(Records from a data source)
[Start of section]

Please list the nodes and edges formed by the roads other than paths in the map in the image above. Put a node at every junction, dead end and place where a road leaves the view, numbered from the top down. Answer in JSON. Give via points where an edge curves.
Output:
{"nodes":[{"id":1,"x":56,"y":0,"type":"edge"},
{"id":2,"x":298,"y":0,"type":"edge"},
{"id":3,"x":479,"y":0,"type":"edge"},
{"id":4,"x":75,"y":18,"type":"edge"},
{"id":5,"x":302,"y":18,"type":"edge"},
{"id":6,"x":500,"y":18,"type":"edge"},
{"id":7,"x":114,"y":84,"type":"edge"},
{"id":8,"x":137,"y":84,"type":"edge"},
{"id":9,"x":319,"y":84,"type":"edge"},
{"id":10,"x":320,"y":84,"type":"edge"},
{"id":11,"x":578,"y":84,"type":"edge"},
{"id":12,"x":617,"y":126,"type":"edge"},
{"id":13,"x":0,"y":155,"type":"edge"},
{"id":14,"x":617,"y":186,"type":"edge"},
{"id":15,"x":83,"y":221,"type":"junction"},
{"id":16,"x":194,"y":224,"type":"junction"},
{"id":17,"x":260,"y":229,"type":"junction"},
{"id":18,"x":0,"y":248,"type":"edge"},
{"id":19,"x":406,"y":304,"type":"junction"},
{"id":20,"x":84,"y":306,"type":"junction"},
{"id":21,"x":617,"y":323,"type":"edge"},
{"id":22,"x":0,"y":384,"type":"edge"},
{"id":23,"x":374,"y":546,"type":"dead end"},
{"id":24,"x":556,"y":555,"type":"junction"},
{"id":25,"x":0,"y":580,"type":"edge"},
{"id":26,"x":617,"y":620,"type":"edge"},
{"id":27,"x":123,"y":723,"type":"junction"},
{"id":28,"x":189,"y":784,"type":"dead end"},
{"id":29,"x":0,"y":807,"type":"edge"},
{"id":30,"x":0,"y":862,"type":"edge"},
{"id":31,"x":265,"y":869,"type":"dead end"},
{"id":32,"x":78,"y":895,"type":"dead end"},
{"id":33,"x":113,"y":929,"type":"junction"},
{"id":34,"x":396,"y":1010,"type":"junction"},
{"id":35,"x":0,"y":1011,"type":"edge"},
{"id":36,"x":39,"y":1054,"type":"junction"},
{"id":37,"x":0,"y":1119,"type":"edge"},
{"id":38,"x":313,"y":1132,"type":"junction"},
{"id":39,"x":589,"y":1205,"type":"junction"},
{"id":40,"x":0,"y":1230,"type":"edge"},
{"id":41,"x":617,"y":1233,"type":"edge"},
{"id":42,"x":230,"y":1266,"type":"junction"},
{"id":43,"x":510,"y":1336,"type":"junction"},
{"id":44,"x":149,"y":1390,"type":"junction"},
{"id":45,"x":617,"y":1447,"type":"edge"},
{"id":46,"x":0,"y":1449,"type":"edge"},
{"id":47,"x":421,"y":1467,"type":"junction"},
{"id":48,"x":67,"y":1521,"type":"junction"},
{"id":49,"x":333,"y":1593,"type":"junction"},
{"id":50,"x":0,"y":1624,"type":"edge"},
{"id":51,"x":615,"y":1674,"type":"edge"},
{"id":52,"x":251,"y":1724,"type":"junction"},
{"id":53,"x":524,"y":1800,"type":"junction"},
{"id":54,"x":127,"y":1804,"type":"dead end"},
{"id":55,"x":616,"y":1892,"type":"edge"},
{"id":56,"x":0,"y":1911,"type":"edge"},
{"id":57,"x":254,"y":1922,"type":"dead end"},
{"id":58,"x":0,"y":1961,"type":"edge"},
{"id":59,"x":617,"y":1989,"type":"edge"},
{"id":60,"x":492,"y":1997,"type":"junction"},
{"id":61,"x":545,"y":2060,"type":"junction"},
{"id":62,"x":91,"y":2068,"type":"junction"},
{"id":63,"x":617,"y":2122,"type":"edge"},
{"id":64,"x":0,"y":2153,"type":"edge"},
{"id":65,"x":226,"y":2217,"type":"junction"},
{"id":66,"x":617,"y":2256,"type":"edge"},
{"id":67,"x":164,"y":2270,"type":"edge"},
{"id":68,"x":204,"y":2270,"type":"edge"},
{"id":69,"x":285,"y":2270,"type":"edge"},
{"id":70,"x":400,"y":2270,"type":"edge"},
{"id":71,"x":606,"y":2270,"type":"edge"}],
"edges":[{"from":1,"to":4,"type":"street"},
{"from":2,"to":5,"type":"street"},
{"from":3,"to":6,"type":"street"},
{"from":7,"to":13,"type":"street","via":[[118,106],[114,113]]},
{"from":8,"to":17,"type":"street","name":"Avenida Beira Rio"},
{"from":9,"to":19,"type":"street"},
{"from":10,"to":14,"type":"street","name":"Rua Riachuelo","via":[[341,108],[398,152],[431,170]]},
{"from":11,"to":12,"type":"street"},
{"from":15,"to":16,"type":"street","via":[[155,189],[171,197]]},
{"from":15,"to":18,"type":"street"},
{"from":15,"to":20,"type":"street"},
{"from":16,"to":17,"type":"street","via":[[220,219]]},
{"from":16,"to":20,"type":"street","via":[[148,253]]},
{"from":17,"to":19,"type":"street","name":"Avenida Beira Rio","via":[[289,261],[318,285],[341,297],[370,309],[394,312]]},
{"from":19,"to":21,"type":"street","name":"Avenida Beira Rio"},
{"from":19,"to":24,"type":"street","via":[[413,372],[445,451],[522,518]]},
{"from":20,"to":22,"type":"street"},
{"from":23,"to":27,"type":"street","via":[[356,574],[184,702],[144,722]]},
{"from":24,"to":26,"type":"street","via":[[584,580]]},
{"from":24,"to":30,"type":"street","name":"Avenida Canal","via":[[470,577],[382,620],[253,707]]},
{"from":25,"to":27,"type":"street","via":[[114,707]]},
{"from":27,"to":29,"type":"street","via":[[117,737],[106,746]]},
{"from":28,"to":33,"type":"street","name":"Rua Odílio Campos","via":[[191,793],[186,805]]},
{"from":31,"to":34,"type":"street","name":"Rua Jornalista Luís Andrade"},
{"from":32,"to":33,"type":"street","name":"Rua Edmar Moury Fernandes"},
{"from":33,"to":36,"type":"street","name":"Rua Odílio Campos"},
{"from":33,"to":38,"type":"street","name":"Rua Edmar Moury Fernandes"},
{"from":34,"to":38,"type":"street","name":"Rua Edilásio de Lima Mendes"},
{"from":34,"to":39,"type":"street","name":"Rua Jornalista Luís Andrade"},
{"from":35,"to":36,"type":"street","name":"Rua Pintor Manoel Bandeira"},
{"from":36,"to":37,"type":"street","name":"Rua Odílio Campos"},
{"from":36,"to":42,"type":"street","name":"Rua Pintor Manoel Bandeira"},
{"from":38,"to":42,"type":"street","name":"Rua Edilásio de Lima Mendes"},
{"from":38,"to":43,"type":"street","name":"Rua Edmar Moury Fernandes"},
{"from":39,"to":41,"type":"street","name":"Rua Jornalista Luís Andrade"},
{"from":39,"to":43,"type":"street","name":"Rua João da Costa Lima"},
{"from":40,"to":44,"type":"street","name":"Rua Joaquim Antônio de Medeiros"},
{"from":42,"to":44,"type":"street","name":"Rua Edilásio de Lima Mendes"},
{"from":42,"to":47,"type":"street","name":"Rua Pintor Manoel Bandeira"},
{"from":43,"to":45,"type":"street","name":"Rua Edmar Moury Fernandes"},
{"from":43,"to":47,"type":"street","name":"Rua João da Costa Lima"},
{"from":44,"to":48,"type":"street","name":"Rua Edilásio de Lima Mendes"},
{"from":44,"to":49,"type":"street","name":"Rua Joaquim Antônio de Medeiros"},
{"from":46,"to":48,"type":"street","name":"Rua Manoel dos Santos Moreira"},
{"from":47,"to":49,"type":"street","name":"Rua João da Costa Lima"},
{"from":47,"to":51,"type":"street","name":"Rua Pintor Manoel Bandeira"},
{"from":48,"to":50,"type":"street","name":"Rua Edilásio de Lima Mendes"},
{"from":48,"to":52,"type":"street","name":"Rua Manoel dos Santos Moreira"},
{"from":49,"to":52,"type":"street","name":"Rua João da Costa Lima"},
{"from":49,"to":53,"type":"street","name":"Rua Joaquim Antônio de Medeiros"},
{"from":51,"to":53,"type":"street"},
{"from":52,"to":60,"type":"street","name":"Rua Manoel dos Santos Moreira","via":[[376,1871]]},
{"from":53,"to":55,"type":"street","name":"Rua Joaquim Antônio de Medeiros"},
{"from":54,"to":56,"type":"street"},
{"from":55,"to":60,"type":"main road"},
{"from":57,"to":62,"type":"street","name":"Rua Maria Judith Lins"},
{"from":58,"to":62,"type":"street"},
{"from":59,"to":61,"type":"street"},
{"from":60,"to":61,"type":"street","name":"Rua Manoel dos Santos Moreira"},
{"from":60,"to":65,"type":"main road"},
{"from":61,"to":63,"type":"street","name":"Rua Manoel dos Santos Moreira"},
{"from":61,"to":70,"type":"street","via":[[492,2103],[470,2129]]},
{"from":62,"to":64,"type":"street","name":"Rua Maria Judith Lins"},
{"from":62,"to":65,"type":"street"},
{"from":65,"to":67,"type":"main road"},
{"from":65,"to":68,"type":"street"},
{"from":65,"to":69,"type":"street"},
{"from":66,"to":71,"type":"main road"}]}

[End of section]

■ EXERCISE OBJECTIVE
Whenever a line above includes "Andrade", copy it in full.

■ TASK ANSWER
{"from":31,"to":34,"type":"street","name":"Rua Jornalista Luís Andrade"},
{"from":34,"to":39,"type":"street","name":"Rua Jornalista Luís Andrade"},
{"from":39,"to":41,"type":"street","name":"Rua Jornalista Luís Andrade"},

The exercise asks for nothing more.